*** Data for this exercise Section Begins ***

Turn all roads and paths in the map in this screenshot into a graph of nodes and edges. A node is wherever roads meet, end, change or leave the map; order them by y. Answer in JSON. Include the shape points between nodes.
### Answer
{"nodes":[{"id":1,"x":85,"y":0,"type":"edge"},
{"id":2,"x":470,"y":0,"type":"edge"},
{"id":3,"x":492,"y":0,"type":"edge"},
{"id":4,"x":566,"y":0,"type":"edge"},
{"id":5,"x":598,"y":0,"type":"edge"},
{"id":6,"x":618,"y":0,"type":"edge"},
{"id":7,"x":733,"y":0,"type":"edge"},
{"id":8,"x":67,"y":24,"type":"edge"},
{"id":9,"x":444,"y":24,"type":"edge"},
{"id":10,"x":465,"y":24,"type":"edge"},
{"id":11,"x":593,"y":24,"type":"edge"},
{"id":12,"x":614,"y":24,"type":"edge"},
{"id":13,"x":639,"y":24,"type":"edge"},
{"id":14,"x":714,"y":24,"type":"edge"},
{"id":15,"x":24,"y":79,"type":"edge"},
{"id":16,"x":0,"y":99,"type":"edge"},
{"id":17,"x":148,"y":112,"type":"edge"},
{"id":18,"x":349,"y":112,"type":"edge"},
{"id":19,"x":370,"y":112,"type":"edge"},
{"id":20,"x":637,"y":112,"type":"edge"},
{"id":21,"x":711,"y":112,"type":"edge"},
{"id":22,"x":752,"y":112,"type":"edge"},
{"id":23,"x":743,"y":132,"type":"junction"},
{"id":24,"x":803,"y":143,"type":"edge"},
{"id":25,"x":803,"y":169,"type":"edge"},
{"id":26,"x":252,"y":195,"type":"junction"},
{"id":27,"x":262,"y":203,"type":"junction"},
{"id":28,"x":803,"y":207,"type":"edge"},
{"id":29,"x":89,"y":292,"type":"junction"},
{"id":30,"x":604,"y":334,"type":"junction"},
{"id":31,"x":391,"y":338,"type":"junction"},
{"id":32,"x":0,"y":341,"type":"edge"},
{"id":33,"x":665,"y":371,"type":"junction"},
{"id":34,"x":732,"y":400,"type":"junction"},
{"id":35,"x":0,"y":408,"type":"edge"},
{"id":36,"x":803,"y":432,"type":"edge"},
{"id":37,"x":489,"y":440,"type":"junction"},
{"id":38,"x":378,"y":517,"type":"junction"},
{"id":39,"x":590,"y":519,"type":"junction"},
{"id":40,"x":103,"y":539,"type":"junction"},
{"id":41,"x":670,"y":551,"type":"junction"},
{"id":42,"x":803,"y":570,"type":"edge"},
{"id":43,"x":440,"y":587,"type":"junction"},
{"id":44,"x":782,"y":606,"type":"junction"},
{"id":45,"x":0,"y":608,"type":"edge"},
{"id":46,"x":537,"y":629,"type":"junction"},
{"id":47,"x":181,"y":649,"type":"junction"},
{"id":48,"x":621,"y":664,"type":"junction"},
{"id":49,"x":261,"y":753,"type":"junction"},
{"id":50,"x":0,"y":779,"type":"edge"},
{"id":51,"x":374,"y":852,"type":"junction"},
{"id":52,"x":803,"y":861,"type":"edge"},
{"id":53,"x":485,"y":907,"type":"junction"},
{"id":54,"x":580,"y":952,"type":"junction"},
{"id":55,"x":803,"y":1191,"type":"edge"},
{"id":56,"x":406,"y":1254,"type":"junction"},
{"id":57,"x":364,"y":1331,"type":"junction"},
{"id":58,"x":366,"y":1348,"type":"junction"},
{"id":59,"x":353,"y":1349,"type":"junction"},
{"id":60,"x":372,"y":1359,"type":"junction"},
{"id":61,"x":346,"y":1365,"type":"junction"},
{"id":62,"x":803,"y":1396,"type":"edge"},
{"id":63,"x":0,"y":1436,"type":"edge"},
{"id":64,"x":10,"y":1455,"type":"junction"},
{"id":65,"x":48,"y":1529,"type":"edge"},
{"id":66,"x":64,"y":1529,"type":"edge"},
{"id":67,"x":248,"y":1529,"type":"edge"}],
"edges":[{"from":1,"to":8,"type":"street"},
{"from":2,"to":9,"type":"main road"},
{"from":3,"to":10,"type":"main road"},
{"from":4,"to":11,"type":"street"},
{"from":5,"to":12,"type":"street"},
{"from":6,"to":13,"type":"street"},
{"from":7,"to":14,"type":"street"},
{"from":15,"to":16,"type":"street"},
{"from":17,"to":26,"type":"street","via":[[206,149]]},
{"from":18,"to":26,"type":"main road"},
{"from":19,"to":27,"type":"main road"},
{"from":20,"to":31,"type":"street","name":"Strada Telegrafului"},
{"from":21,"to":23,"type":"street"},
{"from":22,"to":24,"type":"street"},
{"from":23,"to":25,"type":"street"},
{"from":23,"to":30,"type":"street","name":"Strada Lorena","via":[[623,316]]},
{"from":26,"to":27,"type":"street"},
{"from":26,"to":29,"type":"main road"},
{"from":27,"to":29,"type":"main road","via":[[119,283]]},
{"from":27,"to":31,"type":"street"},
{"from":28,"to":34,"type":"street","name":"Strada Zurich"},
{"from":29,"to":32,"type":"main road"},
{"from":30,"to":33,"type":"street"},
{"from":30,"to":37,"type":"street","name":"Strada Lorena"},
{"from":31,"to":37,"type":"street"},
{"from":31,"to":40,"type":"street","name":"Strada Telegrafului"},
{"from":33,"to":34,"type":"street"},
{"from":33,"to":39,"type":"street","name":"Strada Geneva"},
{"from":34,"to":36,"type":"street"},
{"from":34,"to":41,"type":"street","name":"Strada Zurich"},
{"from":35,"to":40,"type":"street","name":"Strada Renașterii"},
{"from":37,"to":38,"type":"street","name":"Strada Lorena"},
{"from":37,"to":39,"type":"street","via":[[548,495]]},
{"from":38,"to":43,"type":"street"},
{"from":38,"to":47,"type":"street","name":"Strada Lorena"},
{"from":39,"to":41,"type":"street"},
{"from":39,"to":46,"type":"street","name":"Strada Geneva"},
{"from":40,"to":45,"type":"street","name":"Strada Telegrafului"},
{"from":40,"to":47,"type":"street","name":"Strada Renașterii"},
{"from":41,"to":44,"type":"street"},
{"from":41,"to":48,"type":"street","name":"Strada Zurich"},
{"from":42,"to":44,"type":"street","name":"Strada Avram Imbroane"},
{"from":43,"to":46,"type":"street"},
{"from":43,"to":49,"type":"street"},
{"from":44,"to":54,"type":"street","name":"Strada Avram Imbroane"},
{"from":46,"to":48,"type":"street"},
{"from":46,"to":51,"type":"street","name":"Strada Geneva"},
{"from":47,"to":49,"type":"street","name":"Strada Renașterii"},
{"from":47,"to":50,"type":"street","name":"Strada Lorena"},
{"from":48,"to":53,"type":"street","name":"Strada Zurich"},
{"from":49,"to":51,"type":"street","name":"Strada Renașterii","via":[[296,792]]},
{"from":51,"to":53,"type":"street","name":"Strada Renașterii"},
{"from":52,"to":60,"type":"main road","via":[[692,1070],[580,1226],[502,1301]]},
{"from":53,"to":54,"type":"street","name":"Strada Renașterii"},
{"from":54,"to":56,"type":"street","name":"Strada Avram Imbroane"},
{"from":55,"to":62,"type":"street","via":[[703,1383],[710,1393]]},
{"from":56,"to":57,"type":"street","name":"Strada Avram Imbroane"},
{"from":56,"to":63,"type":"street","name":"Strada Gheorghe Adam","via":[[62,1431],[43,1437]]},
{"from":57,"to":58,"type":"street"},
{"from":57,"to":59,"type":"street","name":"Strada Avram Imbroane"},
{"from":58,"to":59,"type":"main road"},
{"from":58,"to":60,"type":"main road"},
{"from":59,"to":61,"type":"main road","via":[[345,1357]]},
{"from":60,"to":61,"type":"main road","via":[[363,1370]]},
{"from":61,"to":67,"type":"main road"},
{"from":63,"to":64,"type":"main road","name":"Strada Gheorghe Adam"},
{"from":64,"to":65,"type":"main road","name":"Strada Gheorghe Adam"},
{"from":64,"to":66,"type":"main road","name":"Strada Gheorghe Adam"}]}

*** Data for this exercise Section Ends ***

> **Assigned task**: In the entries, find every line holding "Lorena" and copy it.

> **Response for this exercise**:
{"from":23,"to":30,"type":"street","name":"Strada Lorena","via":[[623,316]]},
{"from":30,"to":37,"type":"street","name":"Strada Lorena"},
{"from":37,"to":38,"type":"street","name":"Strada Lorena"},
{"from":38,"to":47,"type":"street","name":"Strada Lorena"},
{"from":47,"to":50,"type":"street","name":"Strada Lorena"},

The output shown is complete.